## Assigned task
Omit images. Retype all entries verbatim.

Dataset entries
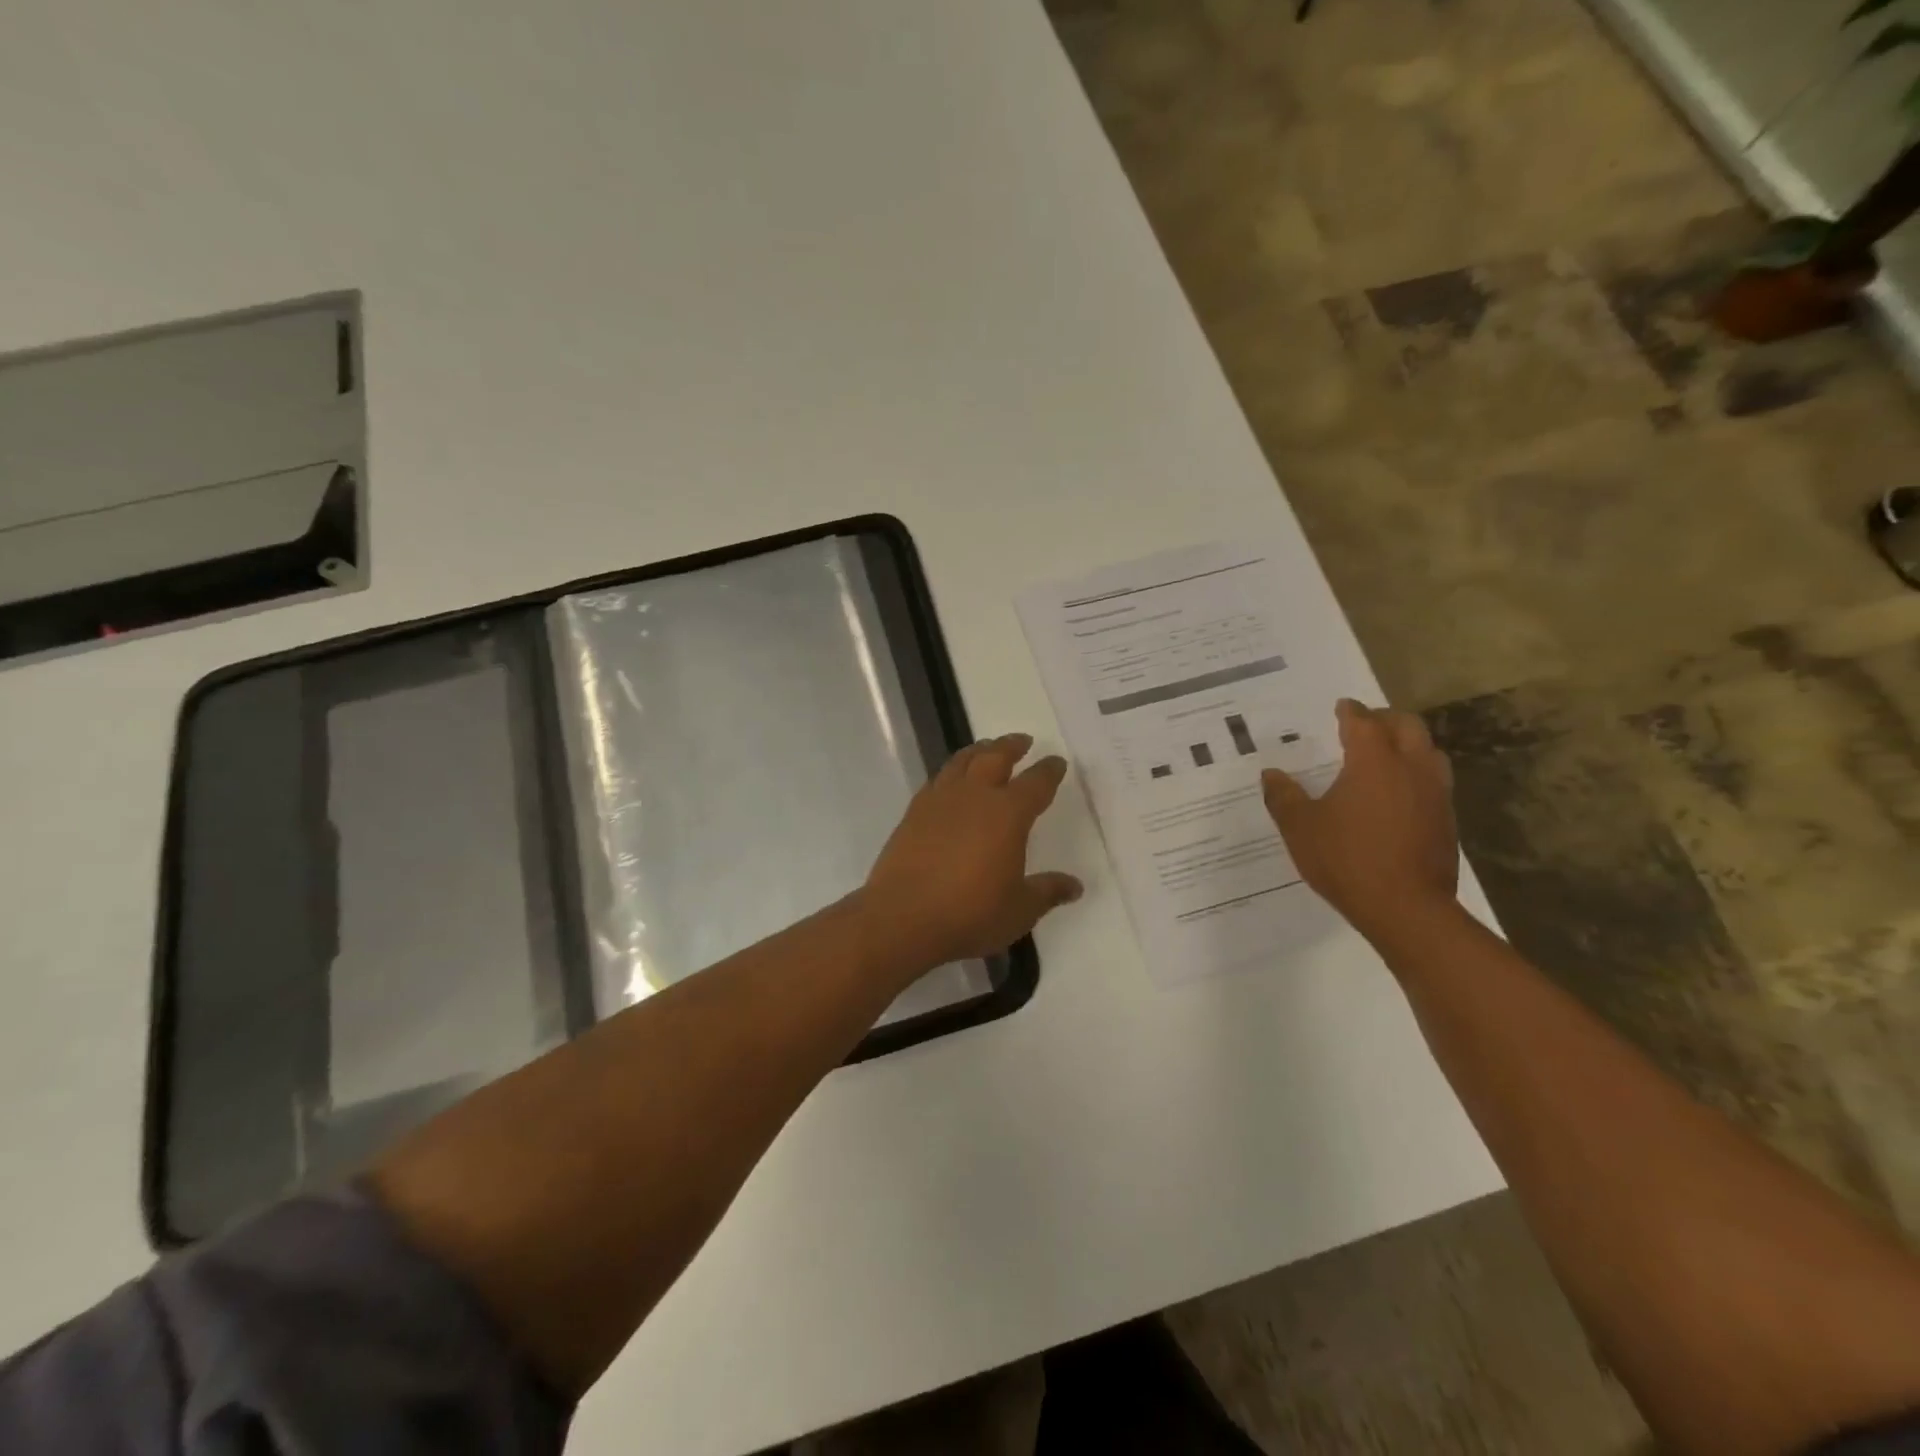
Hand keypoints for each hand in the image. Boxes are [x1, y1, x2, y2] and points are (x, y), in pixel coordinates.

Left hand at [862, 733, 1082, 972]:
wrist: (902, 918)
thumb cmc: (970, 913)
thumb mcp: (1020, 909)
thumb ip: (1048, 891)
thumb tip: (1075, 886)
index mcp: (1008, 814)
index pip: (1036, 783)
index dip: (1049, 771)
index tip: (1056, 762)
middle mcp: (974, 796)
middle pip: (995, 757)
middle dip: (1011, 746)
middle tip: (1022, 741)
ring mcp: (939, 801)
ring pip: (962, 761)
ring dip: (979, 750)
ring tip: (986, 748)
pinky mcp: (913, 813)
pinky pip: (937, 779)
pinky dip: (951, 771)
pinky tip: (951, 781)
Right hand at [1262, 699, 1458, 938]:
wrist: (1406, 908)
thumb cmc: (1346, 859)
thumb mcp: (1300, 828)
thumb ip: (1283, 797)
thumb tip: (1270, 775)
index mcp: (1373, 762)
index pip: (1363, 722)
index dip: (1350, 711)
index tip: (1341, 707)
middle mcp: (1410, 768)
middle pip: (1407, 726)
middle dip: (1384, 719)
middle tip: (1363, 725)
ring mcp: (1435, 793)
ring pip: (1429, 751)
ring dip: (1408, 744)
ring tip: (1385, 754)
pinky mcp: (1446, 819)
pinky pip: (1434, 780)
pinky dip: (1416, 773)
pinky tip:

## Written answer
Hand keypoints for each hand in the image. Boxes are [x1, y1, x2, y2] and points are (x, y), in pixel coordinates.

Left hand at [862, 733, 1082, 972]:
wrist: (902, 918)
thumb cmc: (970, 913)
thumb mcp: (1020, 909)
thumb ip: (1048, 891)
thumb tip: (1075, 886)
index mcp: (1008, 814)
index pip: (1036, 783)
index dip: (1049, 771)
index tip: (1056, 762)
middle mcp: (974, 796)
middle pip: (995, 757)
middle dip: (1011, 746)
middle tip: (1022, 741)
ring mcp: (939, 801)
ring pip: (962, 761)
ring dip: (979, 750)
ring tip: (986, 748)
pinky mcp: (913, 813)
pinky pip: (937, 779)
pinky dip: (951, 771)
pinky tip: (951, 781)
Right hand at [1262, 699, 1458, 938]:
wrist: (1406, 908)
thumb cmc: (1346, 859)
thumb mcp: (1300, 828)
thumb ip: (1283, 797)
thumb tip: (1270, 775)
index mcp: (1373, 762)
index pip: (1363, 722)
index dip: (1350, 711)
index tip: (1341, 707)
middle mcp: (1410, 768)
middle pip: (1407, 726)
middle dip: (1384, 719)
middle tip: (1363, 725)
ring mcp: (1435, 793)
ring pip: (1429, 751)
ring dip: (1408, 744)
ring tip: (1385, 754)
pinky mcp: (1446, 819)
pinky pip: (1434, 780)
pinky dip: (1416, 773)
pinky tip:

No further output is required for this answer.